§ **WHAT IS BEING ASKED**: Go through the records and report each line holding the string "name".

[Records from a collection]

+---+

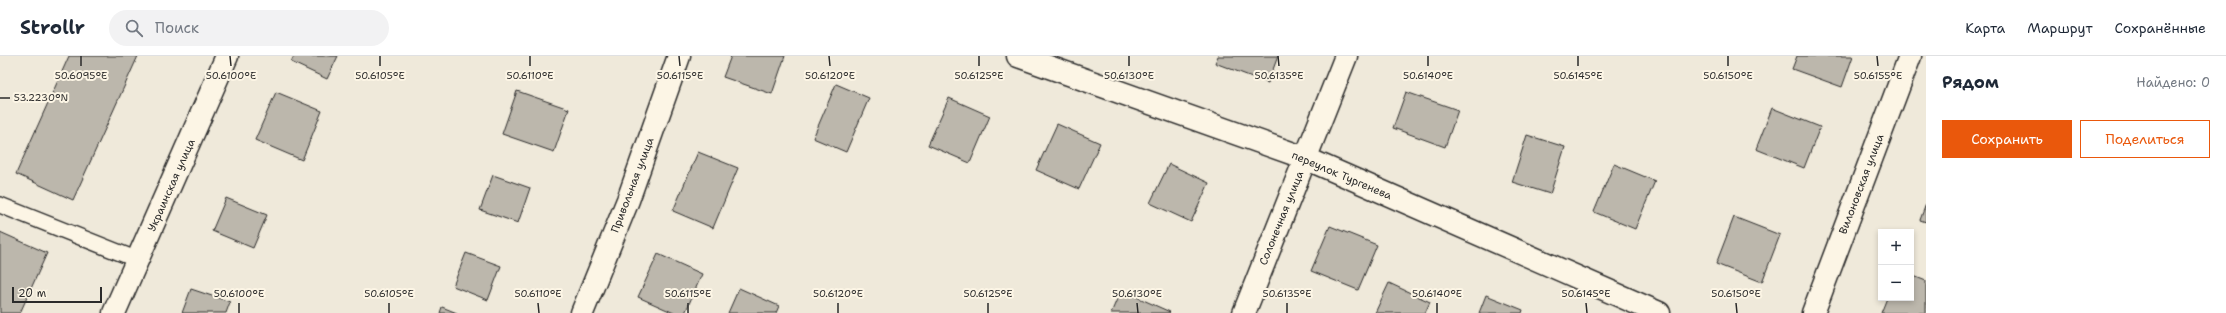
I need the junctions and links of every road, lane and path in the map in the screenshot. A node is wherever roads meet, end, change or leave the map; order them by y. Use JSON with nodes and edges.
{"nodes":[{"id":1,"x":227,"y":56,"type":"edge"},
{"id":2,"x":679,"y":56,"type":"edge"},
{"id":3,"x":1018,"y":56,"type":"edge"},
{"id":4,"x":1346,"y":56,"type":"edge"},
{"id":5,"x":1910,"y":56,"type":"edge"},
{"id":6,"x":1305,"y":158,"type":"junction"},
{"id":7,"x":0,"y":206,"type":"edge"},
{"id":8,"x":138,"y":260,"type":"junction"},
{"id":9,"x":114,"y":313,"type":"edge"},
{"id":10,"x":582,"y":313,"type":"edge"},
{"id":11,"x":1244,"y":313,"type":"edge"},
{"id":12,"x":1659,"y":313,"type":"edge"},
{"id":13,"x":1813,"y":313,"type":"edge"}],
"edges":[{"from":1,"to":8,"type":"street","name":"Украинская улица"},
{"from":2,"to":10,"type":"street","name":"Привольная улица"},
{"from":3,"to":6,"type":"street","name":"переулок Тургенева"},
{"from":4,"to":6,"type":"street","name":"Солонечная улица"},
{"from":5,"to":13,"type":"street","name":"Вилоновская улица"},
{"from":6,"to":11,"type":"street","name":"Солонечная улица"},
{"from":6,"to":12,"type":"street","name":"переулок Тургенева"},
{"from":7,"to":8,"type":"lane"},
{"from":8,"to":9,"type":"street","name":"Украинская улица"}]}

+---+

§ **WRITTEN ANSWER**:
"edges":[{"from":1,"to":8,"type":"street","name":"Украинская улица"},
{"from":2,"to":10,"type":"street","name":"Привольная улица"},
{"from":3,"to":6,"type":"street","name":"переулок Тургенева"},
{"from":4,"to":6,"type":"street","name":"Солонечная улица"},
{"from":5,"to":13,"type":"street","name":"Вилоновская улица"},
{"from":6,"to":11,"type":"street","name":"Солонечная улица"},
{"from":6,"to":12,"type":"street","name":"переулок Тургенева"},
{"from":8,"to":9,"type":"street","name":"Украинская улица"}]}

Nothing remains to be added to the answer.